Hayden and I sit in a nest of blankets on the living room floor, eating our peanut butter and banana sandwiches, the candles glowing in a line on the mantel and TV stand.

“I haven’t had one of these since I was a kid,” he tells me between bites.

“I’m not sure I’ve ever had one,” I confess. I just happened to grab the ingredients in my last-minute grocery run.

“Do you think that eating these is a betrayal of Margaret?” he asks, and I try to subdue my surprise that he’s mentioned her.

“Why would it be?” I ask.

“Peanut butter banana,” he says. “That was Elvis’s thing, right? Not Cosmo’s.”

“True,” I allow, “but I don’t think Cosmo Sinclair had a famous sandwich of choice. And aside from that, I doubt they were ever enemies. I think the media just loved to speculate about that.” My eyes cut back to him. “Unless she’s told you otherwise?”

He gives me a sly, slightly disapproving look.

“Oh, come on,” I say, lightly shoving his shoulder. “You’re the one who brought her up.”

He sets his sandwich down on the plate beside his knee, keeping his eyes on it as he chews. “So now that we’ve been here longer, does anything about this job seem…weird to you?”

“How so?” I ask.

He drinks some water before meeting my eyes. “I don’t know how to explain it.”

I remember what she said—that he was basically an animated suit of armor—and debate telling him, but that seems like crossing a line, different than talking generally about our time together.

“I think it’s a little strange that she’s making us audition like this, but she’s not very trusting, and I can understand why.”

“It’s not that, exactly,” he says, shaking his head, lips parting like the words are right there and he hopes they might spill out. “I guess I feel like she’s testing me.

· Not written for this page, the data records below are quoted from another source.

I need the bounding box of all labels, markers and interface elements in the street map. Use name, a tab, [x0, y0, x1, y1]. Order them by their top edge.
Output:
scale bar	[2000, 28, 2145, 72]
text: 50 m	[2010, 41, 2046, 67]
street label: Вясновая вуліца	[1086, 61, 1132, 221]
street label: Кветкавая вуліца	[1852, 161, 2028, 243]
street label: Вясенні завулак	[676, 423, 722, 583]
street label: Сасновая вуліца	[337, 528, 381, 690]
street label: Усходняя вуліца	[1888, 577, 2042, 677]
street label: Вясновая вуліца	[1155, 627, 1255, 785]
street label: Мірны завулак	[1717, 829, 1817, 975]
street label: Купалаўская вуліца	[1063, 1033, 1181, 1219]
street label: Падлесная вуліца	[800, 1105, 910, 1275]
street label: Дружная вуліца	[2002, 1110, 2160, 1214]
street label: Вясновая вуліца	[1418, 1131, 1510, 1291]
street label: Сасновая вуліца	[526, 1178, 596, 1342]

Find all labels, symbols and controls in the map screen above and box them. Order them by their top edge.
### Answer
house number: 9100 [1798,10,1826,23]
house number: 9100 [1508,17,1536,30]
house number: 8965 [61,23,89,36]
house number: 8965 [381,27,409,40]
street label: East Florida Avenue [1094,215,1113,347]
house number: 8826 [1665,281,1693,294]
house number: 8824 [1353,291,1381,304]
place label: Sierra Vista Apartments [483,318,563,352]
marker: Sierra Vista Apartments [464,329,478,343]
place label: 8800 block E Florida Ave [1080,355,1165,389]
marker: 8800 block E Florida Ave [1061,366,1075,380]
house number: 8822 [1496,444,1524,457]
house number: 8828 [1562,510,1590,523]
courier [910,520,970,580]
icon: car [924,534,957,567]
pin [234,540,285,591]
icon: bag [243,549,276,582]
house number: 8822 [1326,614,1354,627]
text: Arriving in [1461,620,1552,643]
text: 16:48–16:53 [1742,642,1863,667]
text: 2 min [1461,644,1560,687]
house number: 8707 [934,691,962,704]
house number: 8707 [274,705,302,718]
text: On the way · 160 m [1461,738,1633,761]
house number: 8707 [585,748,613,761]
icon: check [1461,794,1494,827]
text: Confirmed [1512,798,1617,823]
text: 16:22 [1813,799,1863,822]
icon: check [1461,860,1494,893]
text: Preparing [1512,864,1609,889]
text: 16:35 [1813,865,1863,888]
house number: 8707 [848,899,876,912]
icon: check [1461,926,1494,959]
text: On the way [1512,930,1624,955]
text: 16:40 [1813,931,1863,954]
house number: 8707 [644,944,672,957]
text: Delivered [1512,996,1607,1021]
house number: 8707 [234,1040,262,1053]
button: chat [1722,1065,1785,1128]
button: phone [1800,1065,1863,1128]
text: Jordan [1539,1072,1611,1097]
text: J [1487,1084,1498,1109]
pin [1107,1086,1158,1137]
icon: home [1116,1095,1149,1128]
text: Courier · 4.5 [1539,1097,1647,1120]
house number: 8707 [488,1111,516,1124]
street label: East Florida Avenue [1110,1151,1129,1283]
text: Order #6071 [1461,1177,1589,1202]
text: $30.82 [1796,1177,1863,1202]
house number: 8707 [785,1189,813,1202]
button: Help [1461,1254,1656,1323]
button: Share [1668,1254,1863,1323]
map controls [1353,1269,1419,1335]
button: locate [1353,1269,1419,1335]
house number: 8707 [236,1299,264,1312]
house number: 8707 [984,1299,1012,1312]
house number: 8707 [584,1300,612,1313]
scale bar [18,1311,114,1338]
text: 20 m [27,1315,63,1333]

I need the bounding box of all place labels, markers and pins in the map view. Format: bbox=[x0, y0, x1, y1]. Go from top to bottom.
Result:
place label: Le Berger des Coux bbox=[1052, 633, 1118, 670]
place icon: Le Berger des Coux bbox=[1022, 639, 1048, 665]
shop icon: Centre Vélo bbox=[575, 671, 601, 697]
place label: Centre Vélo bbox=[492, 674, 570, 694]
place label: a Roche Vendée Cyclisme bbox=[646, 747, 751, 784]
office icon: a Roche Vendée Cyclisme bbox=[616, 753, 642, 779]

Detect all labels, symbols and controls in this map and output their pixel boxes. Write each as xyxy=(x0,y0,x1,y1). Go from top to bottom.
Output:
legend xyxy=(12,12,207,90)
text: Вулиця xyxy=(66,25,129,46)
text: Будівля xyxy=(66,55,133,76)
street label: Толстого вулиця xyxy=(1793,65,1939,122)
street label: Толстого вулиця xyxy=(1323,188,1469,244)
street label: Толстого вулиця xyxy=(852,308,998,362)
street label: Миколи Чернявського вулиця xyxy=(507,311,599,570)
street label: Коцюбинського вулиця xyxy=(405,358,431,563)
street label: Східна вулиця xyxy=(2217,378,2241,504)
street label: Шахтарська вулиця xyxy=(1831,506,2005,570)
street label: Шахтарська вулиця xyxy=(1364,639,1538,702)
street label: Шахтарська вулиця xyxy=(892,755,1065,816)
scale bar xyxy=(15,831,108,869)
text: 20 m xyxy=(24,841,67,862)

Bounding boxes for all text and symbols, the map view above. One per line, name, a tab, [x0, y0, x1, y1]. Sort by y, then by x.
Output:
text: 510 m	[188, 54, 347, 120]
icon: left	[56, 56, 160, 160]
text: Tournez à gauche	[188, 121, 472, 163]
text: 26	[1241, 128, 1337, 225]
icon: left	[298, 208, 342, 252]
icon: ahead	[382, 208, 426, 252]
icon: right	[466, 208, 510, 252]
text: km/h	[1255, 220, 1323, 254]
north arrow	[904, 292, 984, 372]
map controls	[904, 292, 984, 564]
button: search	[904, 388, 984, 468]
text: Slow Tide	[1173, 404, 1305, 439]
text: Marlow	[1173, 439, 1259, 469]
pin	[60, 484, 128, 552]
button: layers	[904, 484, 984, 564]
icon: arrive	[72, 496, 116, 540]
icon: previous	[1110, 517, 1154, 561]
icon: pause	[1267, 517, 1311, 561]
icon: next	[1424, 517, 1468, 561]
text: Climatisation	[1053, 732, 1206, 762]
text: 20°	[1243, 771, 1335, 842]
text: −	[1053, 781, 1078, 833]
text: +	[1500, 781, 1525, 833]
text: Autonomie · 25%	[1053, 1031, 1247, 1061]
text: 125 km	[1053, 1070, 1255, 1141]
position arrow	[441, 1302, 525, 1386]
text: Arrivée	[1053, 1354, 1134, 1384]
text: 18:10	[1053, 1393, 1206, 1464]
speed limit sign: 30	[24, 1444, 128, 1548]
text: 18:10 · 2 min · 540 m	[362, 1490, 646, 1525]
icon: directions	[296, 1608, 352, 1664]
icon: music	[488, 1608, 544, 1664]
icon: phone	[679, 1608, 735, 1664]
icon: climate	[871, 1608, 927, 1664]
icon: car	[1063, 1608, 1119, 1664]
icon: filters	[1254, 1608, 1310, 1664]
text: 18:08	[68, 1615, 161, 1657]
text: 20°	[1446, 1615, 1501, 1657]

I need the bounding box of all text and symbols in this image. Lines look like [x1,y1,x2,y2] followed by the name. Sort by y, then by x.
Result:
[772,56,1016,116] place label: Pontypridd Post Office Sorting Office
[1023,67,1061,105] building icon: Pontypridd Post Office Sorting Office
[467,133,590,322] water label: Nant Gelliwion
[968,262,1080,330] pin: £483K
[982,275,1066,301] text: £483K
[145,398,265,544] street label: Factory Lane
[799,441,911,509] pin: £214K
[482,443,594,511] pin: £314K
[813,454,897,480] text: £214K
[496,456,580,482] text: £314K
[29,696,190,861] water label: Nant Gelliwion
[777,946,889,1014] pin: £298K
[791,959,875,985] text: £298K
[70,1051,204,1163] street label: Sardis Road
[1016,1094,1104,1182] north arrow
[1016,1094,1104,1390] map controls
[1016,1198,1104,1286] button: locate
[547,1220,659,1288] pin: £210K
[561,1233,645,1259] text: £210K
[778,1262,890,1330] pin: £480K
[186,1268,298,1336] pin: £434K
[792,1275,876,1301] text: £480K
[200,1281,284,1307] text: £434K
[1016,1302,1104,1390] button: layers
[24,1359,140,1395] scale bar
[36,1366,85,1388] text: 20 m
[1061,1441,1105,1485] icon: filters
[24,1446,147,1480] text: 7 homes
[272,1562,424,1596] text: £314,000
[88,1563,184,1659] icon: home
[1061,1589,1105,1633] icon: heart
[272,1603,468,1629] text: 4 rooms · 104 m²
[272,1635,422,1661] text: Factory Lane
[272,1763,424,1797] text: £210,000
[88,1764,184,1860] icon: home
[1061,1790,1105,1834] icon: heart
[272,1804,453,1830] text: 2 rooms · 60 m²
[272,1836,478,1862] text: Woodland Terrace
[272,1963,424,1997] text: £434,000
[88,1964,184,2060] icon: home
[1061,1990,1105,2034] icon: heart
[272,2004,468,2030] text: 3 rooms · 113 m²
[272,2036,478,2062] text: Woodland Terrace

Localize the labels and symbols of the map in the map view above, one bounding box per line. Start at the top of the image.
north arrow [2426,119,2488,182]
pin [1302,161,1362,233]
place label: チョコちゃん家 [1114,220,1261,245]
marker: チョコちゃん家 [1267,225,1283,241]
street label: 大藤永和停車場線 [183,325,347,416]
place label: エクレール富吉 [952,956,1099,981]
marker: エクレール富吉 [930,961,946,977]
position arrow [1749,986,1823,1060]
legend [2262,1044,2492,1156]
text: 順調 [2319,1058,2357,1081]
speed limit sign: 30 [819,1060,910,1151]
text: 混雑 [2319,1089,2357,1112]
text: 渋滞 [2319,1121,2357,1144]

And I’m not sure how, or why. And maybe it really is just about choosing which one of us she’d rather work with, but I don’t know.”

“Well, in a week and a half, maybe we’ll know,” I say.

“Maybe,” he agrees, clearly unconvinced. “I meant what I said. I don’t have to do this. I can find a different book.”

I push my own plate aside and scoot forward against him, his arms wrapping tight around me. “I meant what I said too,” I say. “We’re in this situation because of her. Let’s let her choose how it ends.”

“If you change your mind,” he says.

I rest my head on his shoulder. “I won’t.”

He holds me a little more tightly, burrows his mouth against the crown of my head.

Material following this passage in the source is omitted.